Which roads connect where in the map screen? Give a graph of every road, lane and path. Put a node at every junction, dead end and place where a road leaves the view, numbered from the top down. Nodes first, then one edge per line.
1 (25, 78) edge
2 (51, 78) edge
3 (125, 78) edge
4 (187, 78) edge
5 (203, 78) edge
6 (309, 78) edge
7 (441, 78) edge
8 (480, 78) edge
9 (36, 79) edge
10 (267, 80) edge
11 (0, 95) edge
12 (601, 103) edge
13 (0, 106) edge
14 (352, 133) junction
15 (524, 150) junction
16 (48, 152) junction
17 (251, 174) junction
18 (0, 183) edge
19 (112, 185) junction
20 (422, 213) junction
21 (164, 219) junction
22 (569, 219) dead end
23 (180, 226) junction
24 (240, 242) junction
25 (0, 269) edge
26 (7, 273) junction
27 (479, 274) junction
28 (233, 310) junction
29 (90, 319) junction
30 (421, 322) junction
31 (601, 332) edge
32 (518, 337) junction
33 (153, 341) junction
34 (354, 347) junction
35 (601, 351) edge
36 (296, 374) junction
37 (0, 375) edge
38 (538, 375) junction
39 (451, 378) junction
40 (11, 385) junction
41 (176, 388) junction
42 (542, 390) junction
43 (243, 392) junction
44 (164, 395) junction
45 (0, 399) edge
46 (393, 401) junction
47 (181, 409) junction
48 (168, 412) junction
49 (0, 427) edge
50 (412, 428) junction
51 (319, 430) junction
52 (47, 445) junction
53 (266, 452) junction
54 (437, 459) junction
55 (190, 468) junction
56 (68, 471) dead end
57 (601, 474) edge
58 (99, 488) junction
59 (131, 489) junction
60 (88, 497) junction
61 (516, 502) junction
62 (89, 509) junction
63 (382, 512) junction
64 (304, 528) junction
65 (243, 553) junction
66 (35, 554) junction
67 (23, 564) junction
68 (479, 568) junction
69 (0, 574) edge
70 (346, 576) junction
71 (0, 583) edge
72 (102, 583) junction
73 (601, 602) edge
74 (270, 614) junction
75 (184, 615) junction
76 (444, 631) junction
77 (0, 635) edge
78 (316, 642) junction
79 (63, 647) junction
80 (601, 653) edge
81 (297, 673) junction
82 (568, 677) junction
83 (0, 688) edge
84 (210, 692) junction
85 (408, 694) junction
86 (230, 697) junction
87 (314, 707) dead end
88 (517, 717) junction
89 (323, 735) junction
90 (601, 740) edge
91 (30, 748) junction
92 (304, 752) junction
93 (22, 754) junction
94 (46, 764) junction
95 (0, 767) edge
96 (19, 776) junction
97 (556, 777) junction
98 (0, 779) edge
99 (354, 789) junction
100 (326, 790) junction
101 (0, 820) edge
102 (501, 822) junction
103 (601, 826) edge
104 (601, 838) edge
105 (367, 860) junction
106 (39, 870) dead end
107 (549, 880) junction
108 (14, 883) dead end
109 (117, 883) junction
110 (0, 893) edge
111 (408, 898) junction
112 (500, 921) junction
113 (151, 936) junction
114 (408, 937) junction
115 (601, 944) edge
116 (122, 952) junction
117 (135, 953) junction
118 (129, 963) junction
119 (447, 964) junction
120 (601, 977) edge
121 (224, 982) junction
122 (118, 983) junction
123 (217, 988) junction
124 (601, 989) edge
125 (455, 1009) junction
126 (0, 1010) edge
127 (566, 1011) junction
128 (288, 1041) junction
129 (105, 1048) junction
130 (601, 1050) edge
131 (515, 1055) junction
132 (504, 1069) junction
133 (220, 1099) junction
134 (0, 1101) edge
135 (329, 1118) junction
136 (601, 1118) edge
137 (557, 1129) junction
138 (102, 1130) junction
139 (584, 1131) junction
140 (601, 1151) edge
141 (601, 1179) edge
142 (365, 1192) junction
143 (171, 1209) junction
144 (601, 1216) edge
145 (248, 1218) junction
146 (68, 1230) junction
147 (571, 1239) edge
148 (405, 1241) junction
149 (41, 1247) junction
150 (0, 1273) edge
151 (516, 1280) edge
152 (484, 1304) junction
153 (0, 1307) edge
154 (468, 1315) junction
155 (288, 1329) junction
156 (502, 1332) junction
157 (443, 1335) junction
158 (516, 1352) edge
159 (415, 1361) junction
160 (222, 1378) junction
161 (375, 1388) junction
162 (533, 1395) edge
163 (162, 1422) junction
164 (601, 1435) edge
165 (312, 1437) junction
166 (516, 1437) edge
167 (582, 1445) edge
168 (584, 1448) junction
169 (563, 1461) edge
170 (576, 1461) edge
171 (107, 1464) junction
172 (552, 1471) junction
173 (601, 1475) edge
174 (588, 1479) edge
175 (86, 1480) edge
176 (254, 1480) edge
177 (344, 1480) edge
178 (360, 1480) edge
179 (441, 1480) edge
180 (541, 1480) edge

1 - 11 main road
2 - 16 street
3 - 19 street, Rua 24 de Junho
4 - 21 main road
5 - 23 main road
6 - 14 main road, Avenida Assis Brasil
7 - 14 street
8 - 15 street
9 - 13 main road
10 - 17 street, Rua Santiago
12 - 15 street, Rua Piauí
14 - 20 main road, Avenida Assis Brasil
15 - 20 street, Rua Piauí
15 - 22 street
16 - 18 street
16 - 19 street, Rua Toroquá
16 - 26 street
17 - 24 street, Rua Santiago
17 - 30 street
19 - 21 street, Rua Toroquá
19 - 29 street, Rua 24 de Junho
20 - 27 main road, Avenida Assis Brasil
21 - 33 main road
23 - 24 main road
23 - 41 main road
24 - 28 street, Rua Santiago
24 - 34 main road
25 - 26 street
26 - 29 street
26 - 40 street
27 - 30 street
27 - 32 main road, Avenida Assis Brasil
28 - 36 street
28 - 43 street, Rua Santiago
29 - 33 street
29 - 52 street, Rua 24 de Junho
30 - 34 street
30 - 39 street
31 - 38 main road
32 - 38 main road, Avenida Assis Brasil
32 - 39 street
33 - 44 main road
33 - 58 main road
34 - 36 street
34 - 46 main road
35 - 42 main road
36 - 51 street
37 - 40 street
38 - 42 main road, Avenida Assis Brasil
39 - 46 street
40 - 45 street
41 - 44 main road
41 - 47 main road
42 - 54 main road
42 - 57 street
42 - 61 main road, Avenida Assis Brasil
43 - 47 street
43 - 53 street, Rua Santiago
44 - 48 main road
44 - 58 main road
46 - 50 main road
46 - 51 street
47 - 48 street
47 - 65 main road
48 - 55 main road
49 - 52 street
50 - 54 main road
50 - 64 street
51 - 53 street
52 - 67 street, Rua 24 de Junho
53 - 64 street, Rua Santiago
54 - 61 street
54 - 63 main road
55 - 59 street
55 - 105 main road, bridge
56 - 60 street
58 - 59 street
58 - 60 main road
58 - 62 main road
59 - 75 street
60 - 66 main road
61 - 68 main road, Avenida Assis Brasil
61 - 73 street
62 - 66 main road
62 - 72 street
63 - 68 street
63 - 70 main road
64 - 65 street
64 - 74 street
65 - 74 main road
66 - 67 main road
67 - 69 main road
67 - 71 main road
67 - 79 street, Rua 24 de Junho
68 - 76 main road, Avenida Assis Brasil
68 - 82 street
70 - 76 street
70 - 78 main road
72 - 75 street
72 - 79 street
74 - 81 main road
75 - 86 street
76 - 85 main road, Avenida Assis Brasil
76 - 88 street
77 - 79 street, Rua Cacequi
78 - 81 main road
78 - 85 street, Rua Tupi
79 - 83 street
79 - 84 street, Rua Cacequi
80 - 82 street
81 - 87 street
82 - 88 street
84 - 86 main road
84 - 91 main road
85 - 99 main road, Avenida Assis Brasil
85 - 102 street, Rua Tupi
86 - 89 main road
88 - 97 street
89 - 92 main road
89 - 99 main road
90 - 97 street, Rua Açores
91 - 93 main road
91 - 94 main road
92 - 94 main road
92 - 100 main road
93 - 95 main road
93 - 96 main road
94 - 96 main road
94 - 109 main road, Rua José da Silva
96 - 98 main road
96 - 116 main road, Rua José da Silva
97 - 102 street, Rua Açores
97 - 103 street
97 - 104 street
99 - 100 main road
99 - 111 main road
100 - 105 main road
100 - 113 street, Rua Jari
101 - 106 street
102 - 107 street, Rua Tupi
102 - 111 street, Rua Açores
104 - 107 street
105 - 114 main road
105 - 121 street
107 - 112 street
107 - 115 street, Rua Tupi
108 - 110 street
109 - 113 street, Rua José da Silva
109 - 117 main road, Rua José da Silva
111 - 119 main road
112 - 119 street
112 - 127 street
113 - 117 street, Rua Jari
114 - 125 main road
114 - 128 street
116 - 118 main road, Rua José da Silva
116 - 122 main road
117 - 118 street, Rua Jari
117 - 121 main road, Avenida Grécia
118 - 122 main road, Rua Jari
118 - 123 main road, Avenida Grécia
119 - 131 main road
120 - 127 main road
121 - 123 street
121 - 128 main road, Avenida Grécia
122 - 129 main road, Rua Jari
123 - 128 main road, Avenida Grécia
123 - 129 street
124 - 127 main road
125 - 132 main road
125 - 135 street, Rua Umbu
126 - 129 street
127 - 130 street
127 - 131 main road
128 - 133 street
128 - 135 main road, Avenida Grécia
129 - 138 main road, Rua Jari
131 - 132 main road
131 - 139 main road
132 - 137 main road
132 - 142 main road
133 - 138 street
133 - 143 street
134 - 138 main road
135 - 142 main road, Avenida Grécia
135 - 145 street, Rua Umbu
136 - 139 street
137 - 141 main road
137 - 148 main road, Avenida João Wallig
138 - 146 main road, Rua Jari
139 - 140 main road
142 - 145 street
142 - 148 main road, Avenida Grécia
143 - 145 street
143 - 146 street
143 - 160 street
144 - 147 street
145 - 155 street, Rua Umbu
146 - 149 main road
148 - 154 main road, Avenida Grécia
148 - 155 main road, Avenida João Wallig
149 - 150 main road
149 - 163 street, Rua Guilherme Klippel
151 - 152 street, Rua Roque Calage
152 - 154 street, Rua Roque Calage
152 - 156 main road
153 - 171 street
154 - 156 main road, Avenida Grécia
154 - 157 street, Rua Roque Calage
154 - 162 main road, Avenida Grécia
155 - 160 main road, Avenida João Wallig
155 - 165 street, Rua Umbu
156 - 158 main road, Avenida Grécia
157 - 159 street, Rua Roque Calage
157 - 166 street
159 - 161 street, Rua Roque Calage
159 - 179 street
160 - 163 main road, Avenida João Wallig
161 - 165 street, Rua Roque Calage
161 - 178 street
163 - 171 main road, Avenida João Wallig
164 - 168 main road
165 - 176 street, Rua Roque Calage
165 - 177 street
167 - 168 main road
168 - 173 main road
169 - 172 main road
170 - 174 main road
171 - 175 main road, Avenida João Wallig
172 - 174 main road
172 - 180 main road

□ □ □ □ □ □ □

▶ _TASK PROMPT_
Copy out, from the material above, each line in which the string "Jari" is found.

▶ _ANSWER SPACE_
100 - 113 street, Rua Jari
113 - 117 street, Rua Jari
117 - 118 street, Rua Jari
118 - 122 main road, Rua Jari
122 - 129 main road, Rua Jari
129 - 138 main road, Rua Jari
138 - 146 main road, Rua Jari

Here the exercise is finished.